Thursday, August 6, 2020

The Grim Measure of Force.

Yesterday, tragedy struck Beirut, Lebanon, a city that's had more than its fair share of misery.



As has been reported, the explosion was caused by a fire that spread and detonated a very large quantity of nitrate fertilizer stored at a warehouse on the docks.  The explosion was of a gigantic magnitude.  So large, in fact, that some Lebanese authorities at first wondered if they'd been hit by an atomic device.  That speculation, ironically enough, was strangely timely, as today is the 75th anniversary of the American use of an atomic device on Hiroshima.

So how does this historic event compare to other such blasts?

Should we even make that comparison for that matter? Well, we will, simply because perhaps such things are important to know.

As big as the blast was, and it was really huge, it still doesn't replace the accidental blast that's oddly analogous that occured at Halifax on December 6, 1917.  We marked the centennial of that tragedy here:

Roads to the Great War: Halifax: A Tragedy with a Unique Dimension

Roads to the Great War: Halifax: A Tragedy with a Unique Dimension: By most measures, the greatest non-nuclear explosion in history occurred in Halifax, Nova Scotia, in December 1917. The approximate casual...


Halifax was a 2.9 kiloton explosion.  Absolutely massive, and actually now larger than the lowest low yield atomic weapons in terms of their potential, but thankfully unexploited, yields. 

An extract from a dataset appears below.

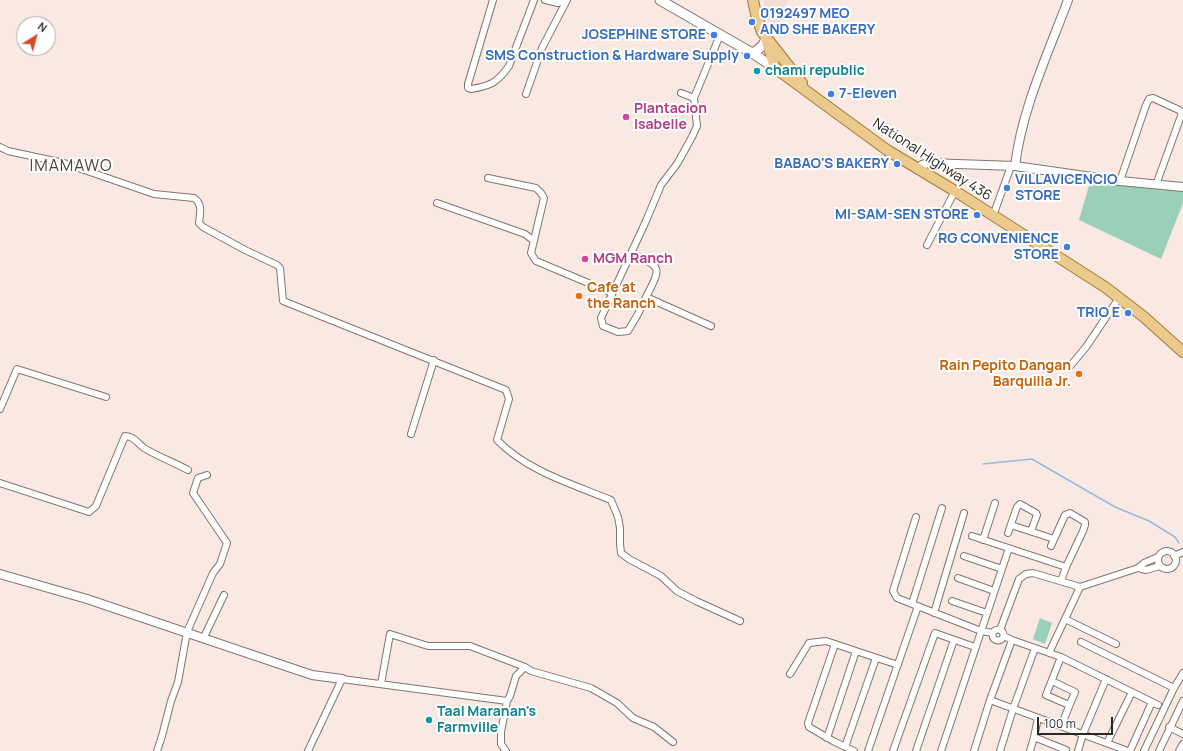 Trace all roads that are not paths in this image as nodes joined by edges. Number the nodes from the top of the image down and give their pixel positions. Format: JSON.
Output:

In contrast, the Beirut blast seems to be about 2.04 kt.  Massive, but still 1/3d less than the huge Halifax detonation.  Still, that yield is below the lowest, low yield nuclear weapons, although weapons in that class could legitimately be regarded as extremely low yield, in context.

Indeed, that's what makes them dangerous.  As big as the Beirut explosion was, it so far below Hiroshima and Nagasaki, which we'll mention below, that there's no comparison. That fact is what might tempt the use of a very low yield nuclear weapon. . .which might provoke use of higher yield ones.

Hiroshima's mushroom cloud taken some minutes later and from a distance of six miles.

Hiroshima, whose 75th anniversary is today, was a 15kt atomic bomb.

Imagine that.  It was seven times as powerful as the blast in Beirut earlier this week.